* [Exercise description]: Find the string "points" in the records. Copy every line it appears in.

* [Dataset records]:
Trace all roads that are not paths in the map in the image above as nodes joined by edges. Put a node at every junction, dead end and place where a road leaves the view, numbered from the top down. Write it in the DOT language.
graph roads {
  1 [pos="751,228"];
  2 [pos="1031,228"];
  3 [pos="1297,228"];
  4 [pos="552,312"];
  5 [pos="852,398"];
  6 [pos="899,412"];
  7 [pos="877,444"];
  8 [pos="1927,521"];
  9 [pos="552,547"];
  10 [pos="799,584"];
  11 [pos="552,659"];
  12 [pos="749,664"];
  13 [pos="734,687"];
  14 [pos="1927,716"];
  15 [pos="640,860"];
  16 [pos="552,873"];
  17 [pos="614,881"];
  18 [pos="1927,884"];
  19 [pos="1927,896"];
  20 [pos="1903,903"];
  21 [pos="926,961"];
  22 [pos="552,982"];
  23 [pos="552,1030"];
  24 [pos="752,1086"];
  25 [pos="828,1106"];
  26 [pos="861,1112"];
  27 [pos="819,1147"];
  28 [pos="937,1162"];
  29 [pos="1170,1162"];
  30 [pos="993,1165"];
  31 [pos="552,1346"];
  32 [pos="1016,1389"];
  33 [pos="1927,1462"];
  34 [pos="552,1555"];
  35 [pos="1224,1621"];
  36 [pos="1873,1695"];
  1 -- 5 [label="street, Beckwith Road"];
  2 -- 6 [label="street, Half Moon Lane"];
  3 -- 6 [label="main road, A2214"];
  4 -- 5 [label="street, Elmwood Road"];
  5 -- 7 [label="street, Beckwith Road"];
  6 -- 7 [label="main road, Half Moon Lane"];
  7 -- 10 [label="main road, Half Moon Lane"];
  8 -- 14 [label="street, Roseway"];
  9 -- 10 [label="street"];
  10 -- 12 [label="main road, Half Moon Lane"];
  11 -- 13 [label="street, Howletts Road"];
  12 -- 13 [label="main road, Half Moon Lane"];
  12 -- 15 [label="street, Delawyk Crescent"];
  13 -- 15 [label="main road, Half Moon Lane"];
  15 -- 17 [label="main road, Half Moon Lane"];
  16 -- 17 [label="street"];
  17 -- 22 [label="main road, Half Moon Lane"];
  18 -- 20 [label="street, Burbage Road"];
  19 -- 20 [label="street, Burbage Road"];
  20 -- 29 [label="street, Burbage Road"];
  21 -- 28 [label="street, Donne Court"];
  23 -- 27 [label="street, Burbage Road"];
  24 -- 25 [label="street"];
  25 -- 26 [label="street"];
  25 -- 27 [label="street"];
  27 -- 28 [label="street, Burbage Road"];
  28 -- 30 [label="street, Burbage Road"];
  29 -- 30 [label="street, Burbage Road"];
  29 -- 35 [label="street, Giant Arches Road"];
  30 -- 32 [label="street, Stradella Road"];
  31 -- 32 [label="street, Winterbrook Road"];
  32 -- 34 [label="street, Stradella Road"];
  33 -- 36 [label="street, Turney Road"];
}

...

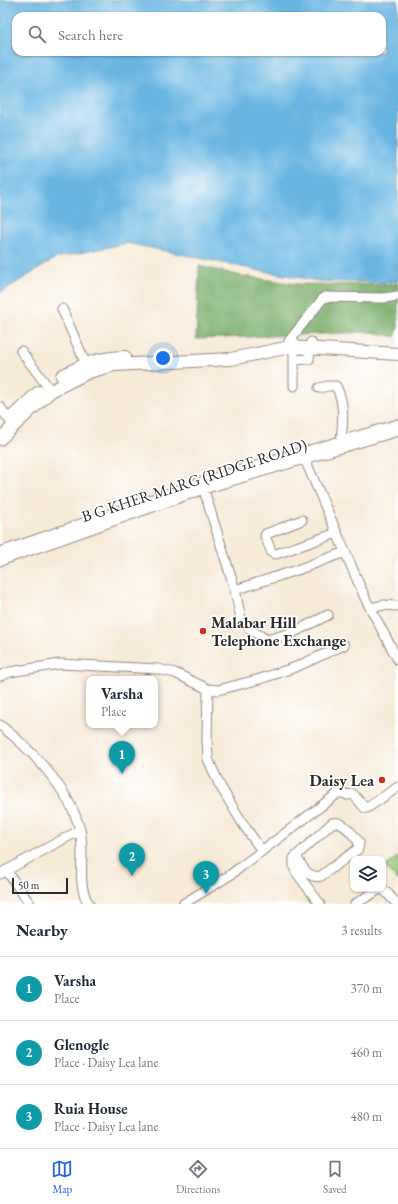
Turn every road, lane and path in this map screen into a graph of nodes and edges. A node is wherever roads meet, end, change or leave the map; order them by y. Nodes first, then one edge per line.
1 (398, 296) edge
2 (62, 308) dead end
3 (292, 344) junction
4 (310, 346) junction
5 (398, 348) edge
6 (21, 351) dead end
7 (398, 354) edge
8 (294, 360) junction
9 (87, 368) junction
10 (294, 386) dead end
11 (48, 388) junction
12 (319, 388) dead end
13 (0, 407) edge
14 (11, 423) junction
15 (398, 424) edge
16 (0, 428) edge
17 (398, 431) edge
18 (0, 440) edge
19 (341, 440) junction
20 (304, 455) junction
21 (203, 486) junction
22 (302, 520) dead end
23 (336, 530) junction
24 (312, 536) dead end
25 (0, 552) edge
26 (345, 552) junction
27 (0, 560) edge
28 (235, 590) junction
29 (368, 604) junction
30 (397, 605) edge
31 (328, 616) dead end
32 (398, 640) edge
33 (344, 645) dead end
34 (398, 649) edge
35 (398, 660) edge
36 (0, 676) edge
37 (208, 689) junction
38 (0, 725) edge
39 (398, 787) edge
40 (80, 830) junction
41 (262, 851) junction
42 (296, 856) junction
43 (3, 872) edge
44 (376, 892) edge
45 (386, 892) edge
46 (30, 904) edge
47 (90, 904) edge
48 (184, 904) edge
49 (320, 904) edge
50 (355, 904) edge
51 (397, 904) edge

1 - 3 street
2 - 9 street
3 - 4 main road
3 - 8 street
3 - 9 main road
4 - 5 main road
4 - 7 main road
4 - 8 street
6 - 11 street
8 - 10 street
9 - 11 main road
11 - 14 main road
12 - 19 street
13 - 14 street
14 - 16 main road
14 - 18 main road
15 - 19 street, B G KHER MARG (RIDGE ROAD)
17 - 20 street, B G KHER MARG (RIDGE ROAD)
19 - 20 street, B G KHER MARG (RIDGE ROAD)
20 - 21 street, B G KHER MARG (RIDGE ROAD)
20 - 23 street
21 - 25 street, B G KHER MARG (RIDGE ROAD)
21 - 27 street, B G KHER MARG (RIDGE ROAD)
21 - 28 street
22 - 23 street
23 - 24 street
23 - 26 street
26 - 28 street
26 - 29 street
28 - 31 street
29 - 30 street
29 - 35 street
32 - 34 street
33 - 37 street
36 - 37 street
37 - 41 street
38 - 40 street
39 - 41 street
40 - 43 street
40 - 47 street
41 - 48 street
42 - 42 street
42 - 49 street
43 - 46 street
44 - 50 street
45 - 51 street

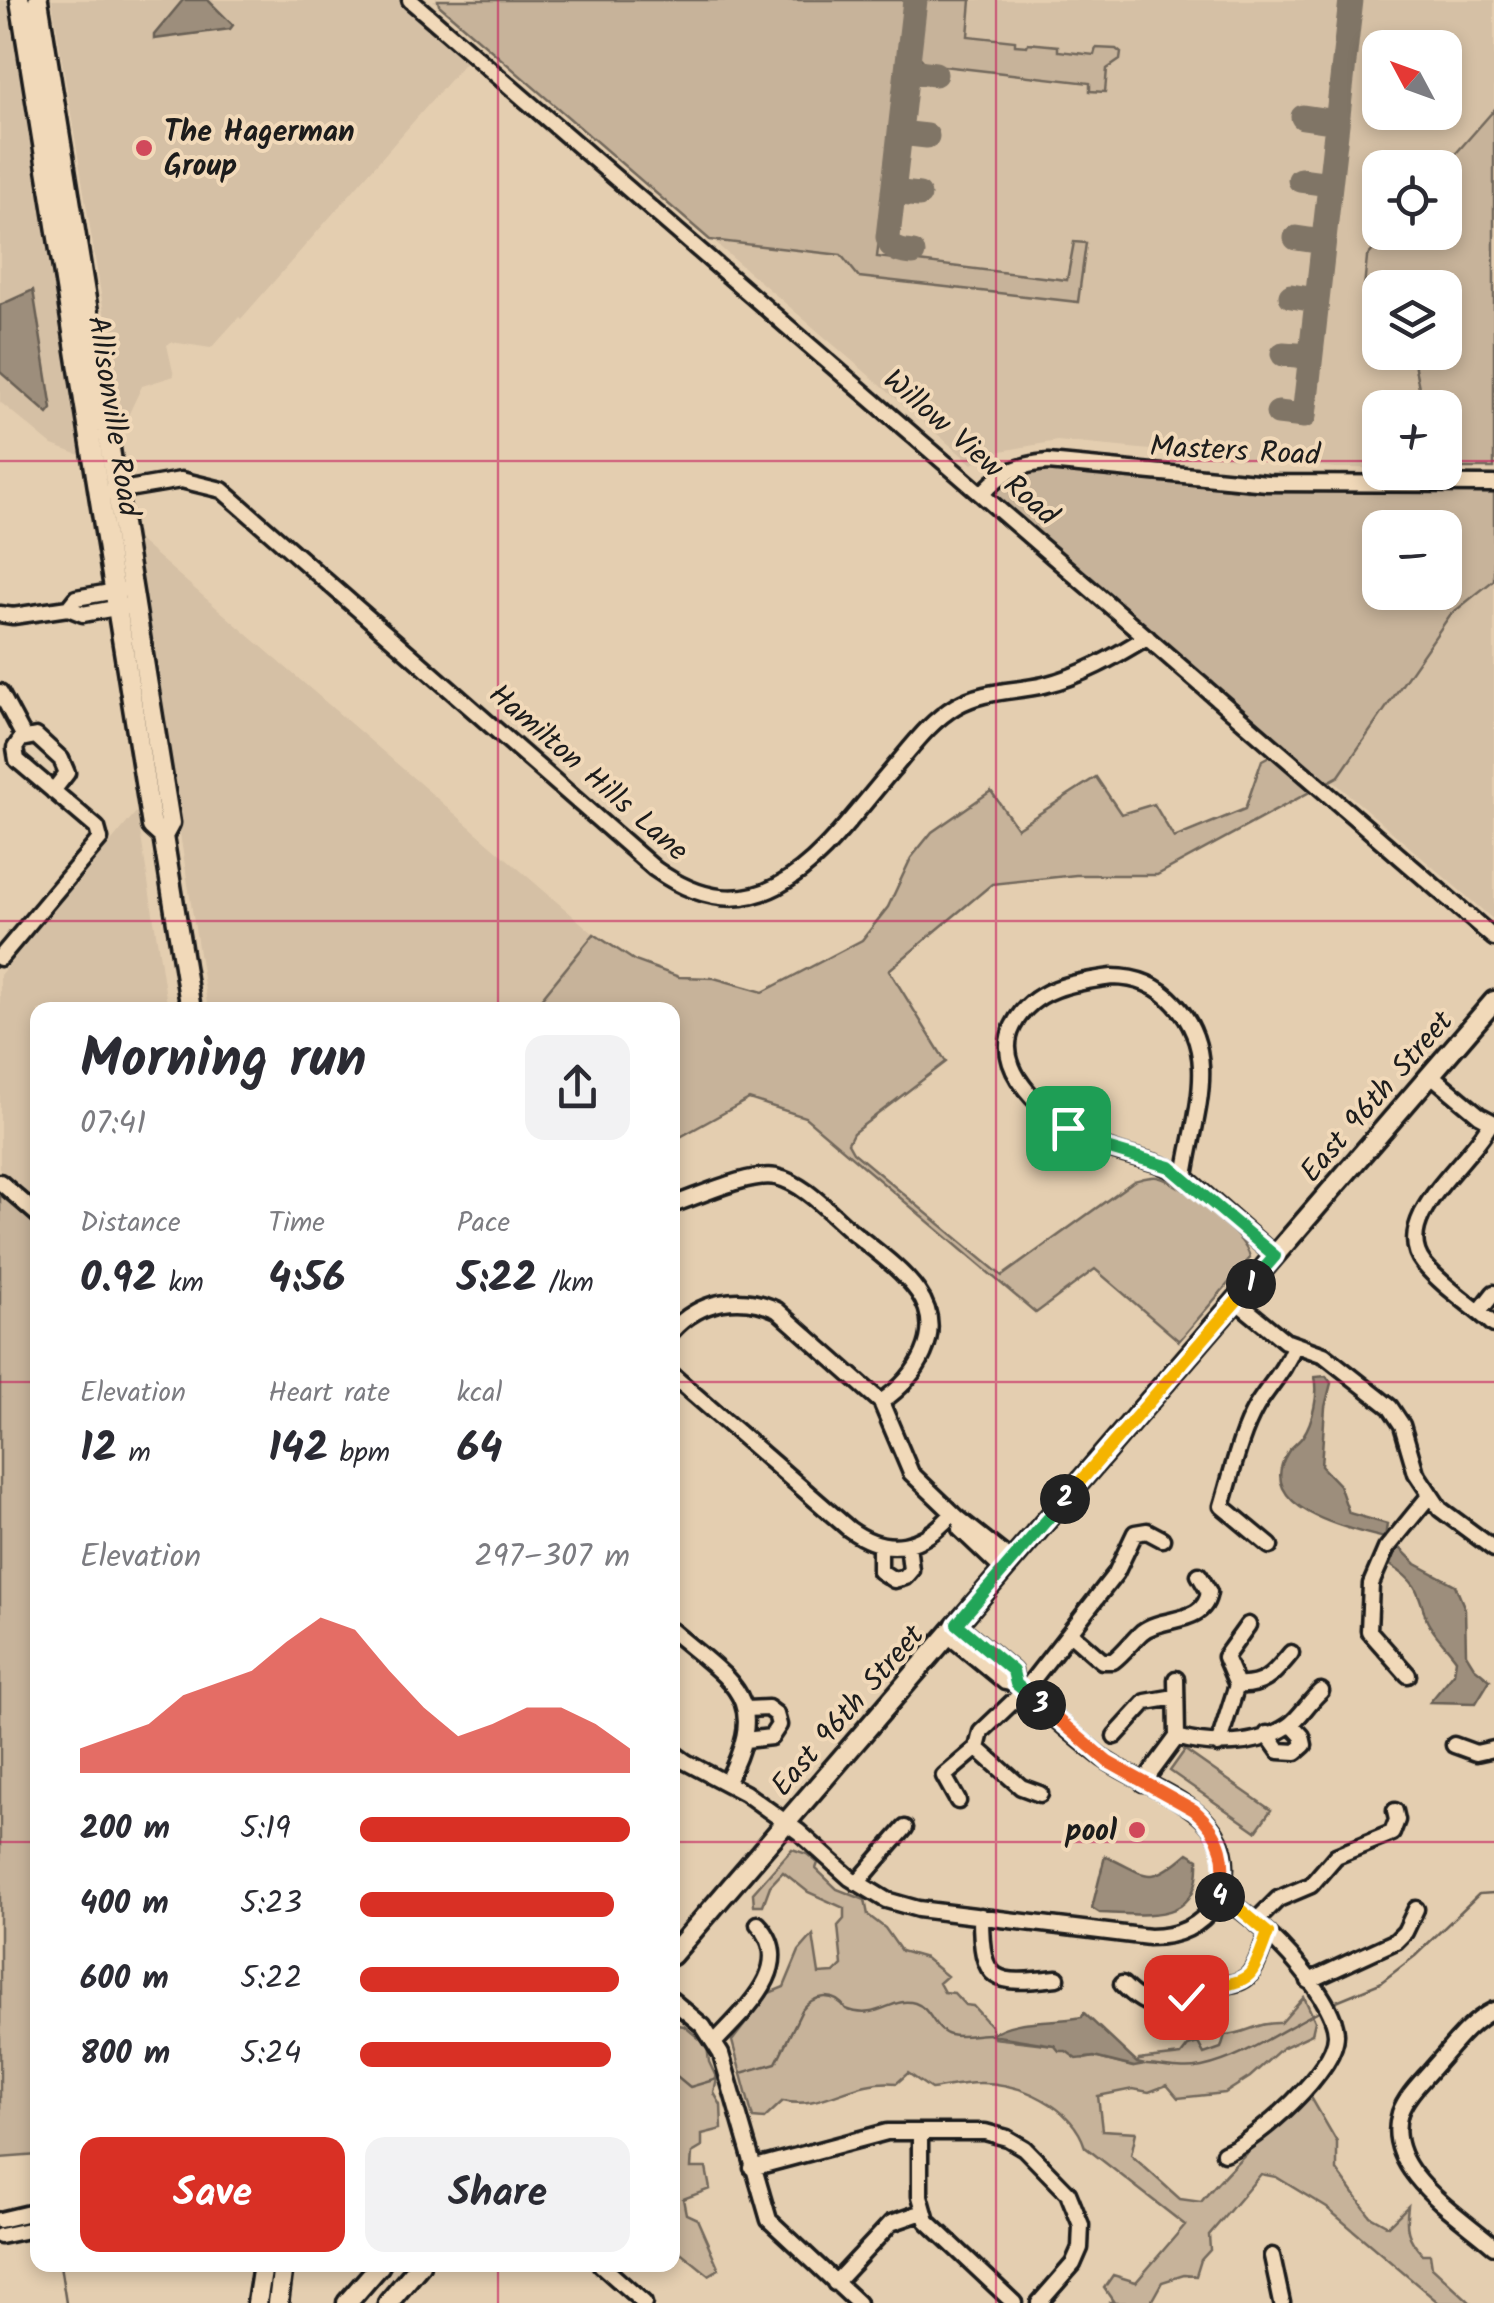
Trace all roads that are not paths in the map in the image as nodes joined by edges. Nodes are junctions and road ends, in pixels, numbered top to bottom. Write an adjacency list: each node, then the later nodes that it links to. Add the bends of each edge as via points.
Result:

==

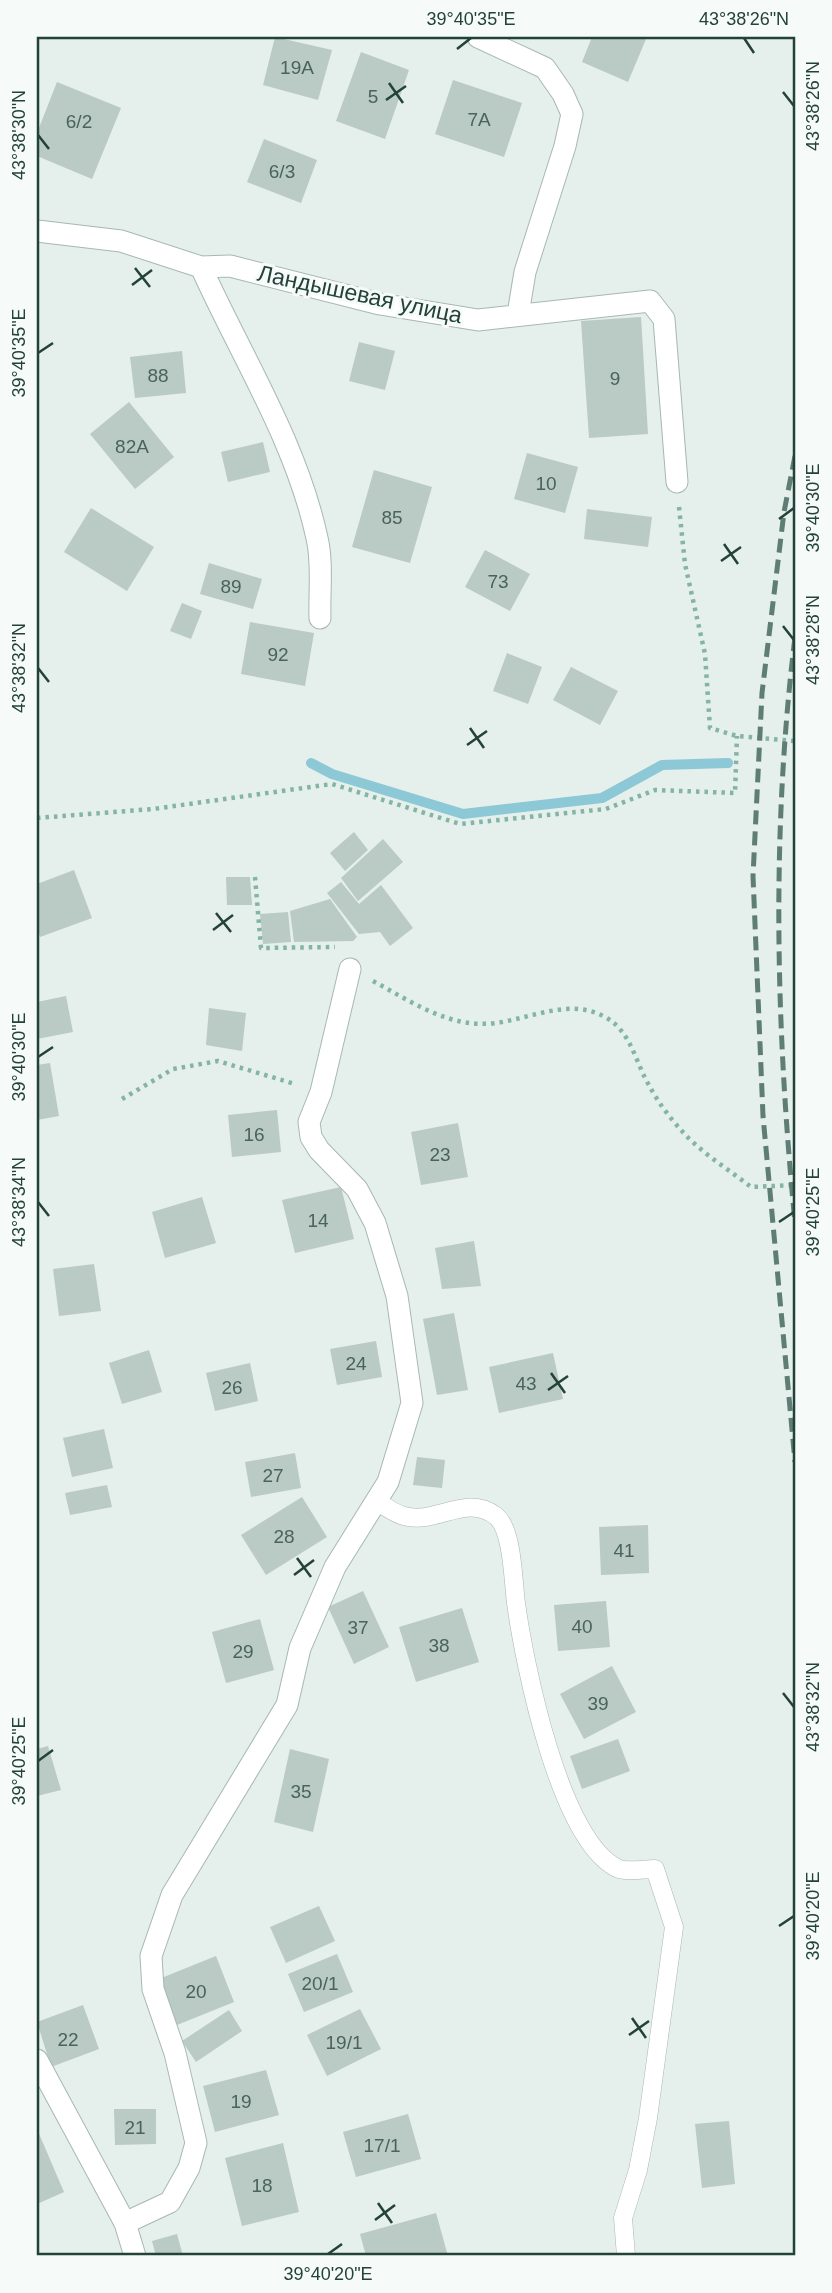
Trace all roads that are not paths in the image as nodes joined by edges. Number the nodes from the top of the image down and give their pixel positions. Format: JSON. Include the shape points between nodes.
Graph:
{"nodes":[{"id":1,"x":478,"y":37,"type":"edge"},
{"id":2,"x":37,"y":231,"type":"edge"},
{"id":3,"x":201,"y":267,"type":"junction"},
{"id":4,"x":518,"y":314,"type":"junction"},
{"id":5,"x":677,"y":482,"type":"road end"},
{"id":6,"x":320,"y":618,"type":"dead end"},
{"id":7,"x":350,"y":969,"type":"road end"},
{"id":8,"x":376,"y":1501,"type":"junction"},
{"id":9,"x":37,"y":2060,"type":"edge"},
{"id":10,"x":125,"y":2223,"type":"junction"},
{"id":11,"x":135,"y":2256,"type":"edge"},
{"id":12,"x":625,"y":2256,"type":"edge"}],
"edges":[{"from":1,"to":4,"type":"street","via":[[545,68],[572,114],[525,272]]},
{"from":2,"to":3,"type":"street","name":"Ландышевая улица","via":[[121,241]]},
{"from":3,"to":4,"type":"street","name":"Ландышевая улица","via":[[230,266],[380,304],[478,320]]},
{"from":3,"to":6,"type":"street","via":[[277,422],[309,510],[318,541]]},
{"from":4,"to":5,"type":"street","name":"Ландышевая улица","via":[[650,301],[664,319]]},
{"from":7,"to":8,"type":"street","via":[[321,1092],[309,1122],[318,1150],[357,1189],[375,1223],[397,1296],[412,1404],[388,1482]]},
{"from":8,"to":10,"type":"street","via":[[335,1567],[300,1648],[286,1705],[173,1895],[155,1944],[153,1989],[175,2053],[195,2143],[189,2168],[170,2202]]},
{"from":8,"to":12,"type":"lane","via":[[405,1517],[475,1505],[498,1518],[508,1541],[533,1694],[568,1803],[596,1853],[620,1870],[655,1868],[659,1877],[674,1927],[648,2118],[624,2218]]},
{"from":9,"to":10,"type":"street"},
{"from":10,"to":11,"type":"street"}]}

* [Written response]:
Trace all roads that are not paths in the map in the image as nodes joined by edges. Nodes are junctions and road ends, in pixels, numbered top to bottom. Write an adjacency list: each node, then the later nodes that it links to. Add the bends of each edge as via points.
Trace all roads that are not paths in the image as nodes joined by edges. Number the nodes from the top of the image down and give their pixel positions. Format: JSON. Include the shape points between nodes.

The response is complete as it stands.